Kotlin / dataframe

Structured data processing in Kotlin
https://kotlin.github.io/dataframe/overview.html
Apache License 2.0
846 stars 63 forks source link

Move Jupyter integration in new dataframe-jupyter module #775

Open koperagen opened 4 months ago

koperagen commented 4 months ago

New dataframe-jupyter module should be added here in dependencies https://github.com/Kotlin/kotlin-jupyter-libraries/blob/master/dataframe.json However, after kernel is updated in the Kotlin Notebook to use this descriptor (for example in 2024.2) %use dataframe(0.13.1) will produce an error image

So we either need to

  1. rollback the change (but still likely will have to do it in the future)
  2. depend on dataframe-jupyter from dataframe, but it requires JVM 11 bump
  3. publish empty kotlin-jupyter for 0.13.1, 0.12.0 and some other versions. So it will be resolved and cause no errors. To do this we need to create a branch from commit before the refactoring, create an empty module, then create a few branches from it and set version= in gradle.properties. Then execute publishDataframe-jupyterPublicationToMavenRepository on teamcity
koperagen commented 4 months ago

Even bigger problem is that on older kernels %use dataframe(0.14.0) will resolve only "dataframe", without jupyter integration. So https://github.com/Kotlin/dataframe/pull/776. And these should be re-open https://github.com/Kotlin/dataframe/issues/241 https://github.com/Kotlin/dataframe/issues/700

koperagen commented 4 months ago

Even bigger problem is that on older kernels %use dataframe(0.14.0) will resolve only "dataframe", without jupyter integration.

There can be a migration period when both core module and dataframe-jupyter apply the same integration (just making sure to do it once)

Jolanrensen commented 4 months ago

We could also tweak the .json descriptor file such that it resolves a different set of dependencies depending on the version.

https://github.com/Kotlin/kotlin-jupyter/blob/master/docs/libraries.md#descriptor-api-3

It's not the neatest, but in theory it could make sure the dataframe-jupyter dependency is added only when the version of dataframe is 0.14.0+. Something like:

{
  "init": [
    "if ($v >= 0.14.0) USE { dependencies(\"...dataframe-jupyter:$v\") }"
  ]
}

(not sure if we can get the $v, but there's probably a way)

Alternatively, we could just prompt users to update their kernel versions with: https://github.com/Kotlin/kotlin-jupyter/blob/master/docs/libraries.md#minimal-kernel-version-supported-by-the-library

@ileasile What do you think is the wisest solution?

Jolanrensen commented 3 months ago

Nice!
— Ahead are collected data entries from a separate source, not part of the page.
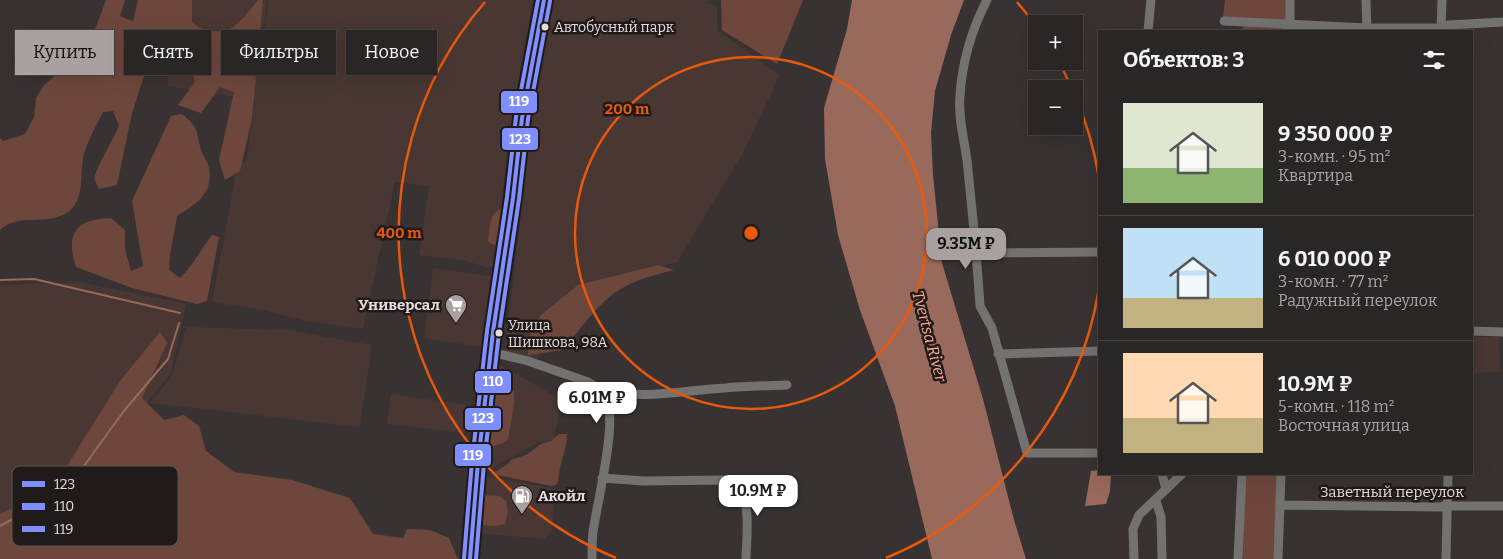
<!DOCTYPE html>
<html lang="ru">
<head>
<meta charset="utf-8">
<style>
	:root { --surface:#2a2626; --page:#363232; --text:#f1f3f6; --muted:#a5a5a7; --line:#464343; --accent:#a8a19f }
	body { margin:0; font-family:Bitter,serif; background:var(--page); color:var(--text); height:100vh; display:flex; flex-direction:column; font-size:19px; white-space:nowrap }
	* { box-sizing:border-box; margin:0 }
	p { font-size:16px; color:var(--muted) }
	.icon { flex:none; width:28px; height:28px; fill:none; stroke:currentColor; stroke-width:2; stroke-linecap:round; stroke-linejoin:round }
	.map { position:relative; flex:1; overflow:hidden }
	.sheet { position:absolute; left:1098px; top:30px; width:375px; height:445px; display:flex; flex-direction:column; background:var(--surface); border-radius:0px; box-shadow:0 5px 20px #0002,0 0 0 1px var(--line) }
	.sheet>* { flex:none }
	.guide { position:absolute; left:15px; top:30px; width:475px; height:45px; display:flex; gap:10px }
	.buttons { position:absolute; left:1028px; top:15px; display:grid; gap:10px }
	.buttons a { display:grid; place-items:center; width:55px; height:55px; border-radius:0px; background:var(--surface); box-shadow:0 5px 20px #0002,0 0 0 1px var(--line); font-size:25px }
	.price { position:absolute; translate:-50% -42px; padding:0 11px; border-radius:10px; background:#fff; color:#222; font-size:16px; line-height:32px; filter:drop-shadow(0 1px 2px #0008) }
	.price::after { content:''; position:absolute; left:50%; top:30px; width:15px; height:11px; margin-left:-8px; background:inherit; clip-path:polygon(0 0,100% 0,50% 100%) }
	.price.on { background:var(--accent); color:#111 }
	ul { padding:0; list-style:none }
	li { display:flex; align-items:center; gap:15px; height:125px; padding:0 25px }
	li+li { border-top:1px solid var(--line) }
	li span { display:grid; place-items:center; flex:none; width:140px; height:100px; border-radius:0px; color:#555 }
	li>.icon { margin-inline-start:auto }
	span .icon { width:60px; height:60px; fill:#fffc; stroke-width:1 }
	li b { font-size:21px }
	h2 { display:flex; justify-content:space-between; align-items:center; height:60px; padding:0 25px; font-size:21px }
	.pill { padding:0 18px; border-radius:0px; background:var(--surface); box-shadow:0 5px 20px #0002,0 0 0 1px var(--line); font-size:18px; line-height:45px }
	.pill.on { background:var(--accent); color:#111 }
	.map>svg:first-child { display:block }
	.built { fill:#483732 }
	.green { fill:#6e473c }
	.water { fill:#99695b }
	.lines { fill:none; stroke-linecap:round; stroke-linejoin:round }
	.stream { stroke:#99695b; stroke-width:2 }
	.minor { stroke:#747171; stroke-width:9 }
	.major { stroke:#747271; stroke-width:11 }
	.bus-1-casing { stroke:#201a19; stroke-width:8 }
	.bus-2-casing { stroke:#201a19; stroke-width:8 }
	.bus-3-casing { stroke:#201a19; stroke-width:8 }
	.bus-1 { stroke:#808fff; stroke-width:4 }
	.bus-2 { stroke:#808fff; stroke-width:4 }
	.bus-3 { stroke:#808fff; stroke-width:4 }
	.ring { fill:none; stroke:#e8590c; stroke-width:2.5 }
	.bus-dot { fill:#e4dcda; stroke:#201a19; stroke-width:2 }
	.labels { text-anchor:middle; stroke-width:5; stroke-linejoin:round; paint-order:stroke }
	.bus-label { font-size:14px; fill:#e4dcda; stroke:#201a19; text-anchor:start }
	.poi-label { font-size:15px; font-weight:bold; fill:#e4dcda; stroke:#201a19; text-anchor:end }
	.street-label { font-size:15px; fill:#e4dcda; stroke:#201a19 }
	.water-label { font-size:16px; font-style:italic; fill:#fcab93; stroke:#201a19 }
	.key { fill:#201a19; stroke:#5b5453; stroke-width:1 }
	.key-label { font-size:14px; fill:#e4dcda }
	.centre { fill:#e8590c; stroke:#201a19; stroke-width:2.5 }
	.ring-label { font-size:15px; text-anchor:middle; font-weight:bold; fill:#e8590c; stroke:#201a19; stroke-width:5; stroke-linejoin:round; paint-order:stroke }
	.line-badge { stroke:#201a19; stroke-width:2 }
	.badge-label { font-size:14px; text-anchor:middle; font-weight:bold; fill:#fff }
</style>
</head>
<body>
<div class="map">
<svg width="1503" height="559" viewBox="0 0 1503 559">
	<rect width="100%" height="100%" fill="#383332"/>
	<path class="built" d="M 181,0 L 267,0 L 255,95 L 269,0 L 533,0 L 514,105 L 502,195 L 509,196 L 500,264 L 487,268 L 467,261 L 419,255 L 429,186 L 395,182 L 363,329 L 306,321 L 262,310 L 212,302 L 238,162 L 246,163 L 255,100 L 167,86 Z
		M 550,0 L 708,0 L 707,3 L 717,6 L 717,30 L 780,75 L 742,155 L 677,262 L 610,282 L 543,331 L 538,358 L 505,353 L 538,60 Z
		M 433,268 L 497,277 L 488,348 L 424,338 Z
		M 79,282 L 186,304 L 171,373 L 77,488 L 0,532 L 0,285 Z
		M 186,327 L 288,330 L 372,345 L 360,427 L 150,403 L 173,374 Z
		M 1471,337 L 1499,337 L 1500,372 L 1471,373 Z
		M 493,361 L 562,400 L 553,441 L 539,442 L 480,475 L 555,489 L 552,529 L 550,534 L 544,539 L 475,533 L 480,476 Z
		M 391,394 L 466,405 L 465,433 L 387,424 Z"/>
	<path class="green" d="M 106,0 L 125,0 L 120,16 L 133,21 L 138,0 L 192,0 L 192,22 C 201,31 222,35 233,27 C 243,20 251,9 258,0 L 263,0 L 252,119 L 240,171 L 225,180 L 219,160 L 234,92 L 220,87 L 201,113 L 178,105 L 195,82 L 185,48 L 170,34 L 155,43 L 132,113 L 117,185 L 99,189 L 94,178 C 100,160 111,144 119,126 L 113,111 L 103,112 C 96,126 88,140 84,154 C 79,173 86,199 68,212 C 47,227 18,212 0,230 L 0,138 L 3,141 L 25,134 L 34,117 L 36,98 L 44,85 L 63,69 L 96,27 Z
		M 721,0 L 803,0 L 777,64 L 722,30 Z
		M 1225,0 L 1288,0 L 1286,23 L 1223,18 Z
		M 1247,25 L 1286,27 L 1284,31 L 1220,31 L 1220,29 L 1239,31 Z
		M 182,114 C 199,128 196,130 201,150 C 203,156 208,162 209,168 C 213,195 197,203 177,216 L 170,255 L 169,270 L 180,278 C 192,267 202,248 212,235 L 219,237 L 207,301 L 197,304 L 132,288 L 76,267 C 65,233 76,219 111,218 L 125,230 L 125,249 L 131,271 L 143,266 L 132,201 L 171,116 Z
		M 501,209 L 497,244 L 493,245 L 488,241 C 490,229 488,214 501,209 Z
		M 658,265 L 674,270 C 655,275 636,279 619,290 C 598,303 579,331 563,350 L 528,355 L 529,337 L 541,315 L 578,285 Z
		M 160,332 L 167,343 L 142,398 L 164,420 L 184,415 L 199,426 L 206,451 L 234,472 L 292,480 L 350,498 L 373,534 L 403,538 L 407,529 L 430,530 L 449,538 L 458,559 L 0,559 L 0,514 L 52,490 L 120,381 Z
		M 495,381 C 501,382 510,384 513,389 C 517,397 510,429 508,439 L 503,443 L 489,448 L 487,444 L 493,384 Z
		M 559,434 L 567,434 C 567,448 561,460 559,474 C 558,479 559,481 556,485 L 552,486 L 492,474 L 508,464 L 511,460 L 526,455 L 541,444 L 551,441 Z
		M 1244,474 L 1278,474 L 1276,559 L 1243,559 Z
		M 481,495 L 499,496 L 506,501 L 508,510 L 505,524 L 496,526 L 480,525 Z"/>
	<path class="water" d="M 852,0 L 964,0 L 951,35 L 935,91 L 931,133 L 933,175 L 942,263 L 983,399 L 1014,520 L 1026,559 L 932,559 L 895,406 L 860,310 L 838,235 L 825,159 L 824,108 L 847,29 Z
		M 1099,470 L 1099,474 L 1111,474 L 1110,491 L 1106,504 L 1085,506 L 1091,471 Z"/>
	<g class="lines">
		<path class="stream" d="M 0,280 L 34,279 L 180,313
			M 0,526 L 37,506 L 71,484 L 123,412 L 168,359 L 179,323"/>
		<path class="minor" d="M 987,0 C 972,29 962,63 960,96 C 958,117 964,139 967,160 C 972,209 977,257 980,306 L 992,328 L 1027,453 L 1099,453
			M 1366,0 L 1367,31
			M 1224,21 L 1367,28 L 1441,28 L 1448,25 L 1503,22
			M 1148,31 L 1151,0
			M 1286,31 L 1290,24 L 1290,0
			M 1441,31 L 1442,0
			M 976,253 L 1099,252
			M 1471,331 L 1503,332
			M 491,352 L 528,361 L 588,382 C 595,386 603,391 607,400 C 617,425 597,503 593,532 C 592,541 592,550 592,559
			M 998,354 L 1099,351
			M 598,387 C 638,402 683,390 725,388 C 745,386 766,386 787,385
			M 1162,474 L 1166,489
			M 602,478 L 644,481 L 722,480 C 756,484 746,535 746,559
			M 1156,501 L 1161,517 L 1162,559
			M 1281,505 L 1438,507 L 1447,506 L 1503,506
			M 1134,559 L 1133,529 L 1139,515 L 1182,474
			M 1238,559 L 1242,474
			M 1278,559 L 1281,474
			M 1446,559 L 1448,474"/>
		<path class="major" d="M 470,559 L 478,462 L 493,332 L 513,198 L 522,118 L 544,0"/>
		<g class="bus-1-casing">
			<path id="bus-1" d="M 470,559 L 478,462 L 493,332 L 513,198 L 522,118 L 544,0"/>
		</g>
		<g class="bus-2-casing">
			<path id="bus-2" d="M 476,559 L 484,463 L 499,333 L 519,199 L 528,119 L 550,1"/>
		</g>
		<g class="bus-3-casing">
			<path id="bus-3" d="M 464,558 L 472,461 L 487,331 L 507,197 L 516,117 L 538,0"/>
		</g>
		<use href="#bus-1" class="bus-1"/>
		<use href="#bus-2" class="bus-2"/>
		<use href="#bus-3" class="bus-3"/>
	</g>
	<g class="ring">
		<circle cx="751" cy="233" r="176"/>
		<path d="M1099 288A352 352 0 0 1 886 558M616 558A352 352 0 0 1 485 2M1017 2A352 352 0 0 1 1036 26M1059 62A352 352 0 0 1 1071 87M1074 93A352 352 0 0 1 1099 178"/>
	</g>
	<defs>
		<g id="supermarket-pin" transform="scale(1.125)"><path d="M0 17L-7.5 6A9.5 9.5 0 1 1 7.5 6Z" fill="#a8a19f" stroke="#201a19"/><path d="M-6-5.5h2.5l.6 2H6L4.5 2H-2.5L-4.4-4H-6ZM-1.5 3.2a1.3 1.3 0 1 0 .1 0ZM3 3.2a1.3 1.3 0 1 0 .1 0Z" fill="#fff"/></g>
		<g id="fuel-pin" transform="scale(1.125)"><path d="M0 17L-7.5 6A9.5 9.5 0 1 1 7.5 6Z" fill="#a8a19f" stroke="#201a19"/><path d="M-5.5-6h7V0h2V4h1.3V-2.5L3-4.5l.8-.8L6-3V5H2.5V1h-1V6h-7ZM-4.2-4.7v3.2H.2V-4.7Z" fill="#fff"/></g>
	</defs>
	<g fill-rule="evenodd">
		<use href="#supermarket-pin" x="456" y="305"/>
		<use href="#fuel-pin" x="522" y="496"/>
	</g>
	<g class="bus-dot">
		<circle cx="545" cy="27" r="4.5"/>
		<circle cx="499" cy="333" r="4.5"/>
	</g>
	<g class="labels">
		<g class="bus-label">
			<text x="554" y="32">Автобусный парк</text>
			<text x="508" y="330">Улица<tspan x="508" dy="17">Шишкова, 98А</tspan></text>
		</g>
		<g class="poi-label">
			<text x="440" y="310">Универсал</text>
			<text x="538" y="501" text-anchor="start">Акойл</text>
		</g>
		<g class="street-label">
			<text x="1392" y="497">Заветный переулок</text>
		</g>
		<g class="water-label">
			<text transform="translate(930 336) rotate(75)" y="6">Tvertsa River</text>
		</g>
	</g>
	<rect x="12" y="466" width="166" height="80" rx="8" class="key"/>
	<rect x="22" y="481" width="23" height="6" fill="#808fff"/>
	<rect x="22" y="503" width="23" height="7" fill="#808fff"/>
	<rect x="22" y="526" width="23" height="6" fill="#808fff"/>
	<g class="key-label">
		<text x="54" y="489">123</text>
		<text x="54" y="511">110</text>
		<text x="54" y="534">119</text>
	</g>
	<circle cx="751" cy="233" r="8" class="centre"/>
	<g class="ring-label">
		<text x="627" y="114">200 m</text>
		<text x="399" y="238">400 m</text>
	</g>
	<g class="line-badge">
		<rect x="500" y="90" width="38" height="24" rx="5" fill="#808fff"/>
		<rect x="501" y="127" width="38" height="24" rx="5" fill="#808fff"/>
		<rect x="474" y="370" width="38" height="24" rx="5" fill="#808fff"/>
		<rect x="464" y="407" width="38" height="24" rx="5" fill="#808fff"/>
		<rect x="454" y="443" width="38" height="24" rx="5" fill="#808fff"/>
	</g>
	<g class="badge-label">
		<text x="519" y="106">119</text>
		<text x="520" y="144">123</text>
		<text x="493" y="386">110</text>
		<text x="483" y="423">123</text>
		<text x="473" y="460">119</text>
	</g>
</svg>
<div class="buttons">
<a>+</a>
<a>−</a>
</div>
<b class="price on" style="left:966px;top:270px">9.35M ₽</b>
<b class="price" style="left:597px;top:424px">6.01M ₽</b>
<b class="price" style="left:758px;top:517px">10.9M ₽</b>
<div class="guide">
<a class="pill on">Купить</a>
<a class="pill">Снять</a>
<a class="pill">Фильтры</a>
<a class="pill">Новое</a>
</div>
<section class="sheet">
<h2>Объектов: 3<svg class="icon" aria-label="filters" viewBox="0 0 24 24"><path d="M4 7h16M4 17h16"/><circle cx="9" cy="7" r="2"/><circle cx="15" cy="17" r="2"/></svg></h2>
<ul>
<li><span style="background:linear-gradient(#dfe7d0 65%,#8fb573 0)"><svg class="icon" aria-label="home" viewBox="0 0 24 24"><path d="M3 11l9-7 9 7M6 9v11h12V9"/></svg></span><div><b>9 350 000 ₽</b><p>3-комн. · 95 m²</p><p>Квартира</p></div></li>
<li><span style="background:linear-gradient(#bfe0f5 70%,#c2b280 0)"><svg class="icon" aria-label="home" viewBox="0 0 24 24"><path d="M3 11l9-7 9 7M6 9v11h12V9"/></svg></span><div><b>6 010 000 ₽</b><p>3-комн. · 77 m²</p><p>Радужный переулок</p></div></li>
<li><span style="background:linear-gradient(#ffd9b3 65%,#c2b280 0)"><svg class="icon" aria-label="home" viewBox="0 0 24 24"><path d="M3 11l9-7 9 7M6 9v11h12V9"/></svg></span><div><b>10.9M ₽</b><p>5-комн. · 118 m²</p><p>Восточная улица</p></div></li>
</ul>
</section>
</div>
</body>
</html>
Adding something like this works and could actually solve the issue I think :)

  "init": [
    "val (major, minor, patch) = \"$v\".split('.').map { it.filter { it.isDigit() }.toInt() }",
    "if (minor >= 14) { USE { dependencies(\"org.jetbrains.kotlinx:dataframe-jupyter:$v\") }; println(\"adding jupyter!\") } else { println(\"not adding jupyter!\") }"
  ],
  "dependencies": [
    "org.jetbrains.kotlinx:dataframe:$v"
  ],

By default, the dataframe module is added as dependency, this is fine. However, we can make it so that for version X or higher, it automatically pulls the dataframe-jupyter module as well :)

@koperagen what was the friend module for btw? It seems to work fine if :dataframe-jupyter just depends on :core

AndreiKingsley commented 2 weeks ago

Important point - the Jupyter API has moved to java 11, so this new module should also use java 11

Jolanrensen commented 2 weeks ago

Important point - the Jupyter API has moved to java 11, so this new module should also use java 11

indeed, mentioned here: https://github.com/Kotlin/dataframe/issues/700

I'd also like to add that any modules providing additional jupyter logic should likely move their logic to the dataframe-jupyter module, so that they themselves can keep targeting java 8 while their jupyter logic can target java 11.

koperagen commented 1 week ago

With new API in kernel required to implement ktor client integration, we'd need to either move to java 11 or proceed with this task https://github.com/Kotlin/dataframe/issues/771

Jolanrensen commented 1 week ago

With new API in kernel required to implement ktor client integration, we'd need to either move to java 11 or proceed with this task #771

Well it was only a matter of time. Let's continue after the 0.15 release?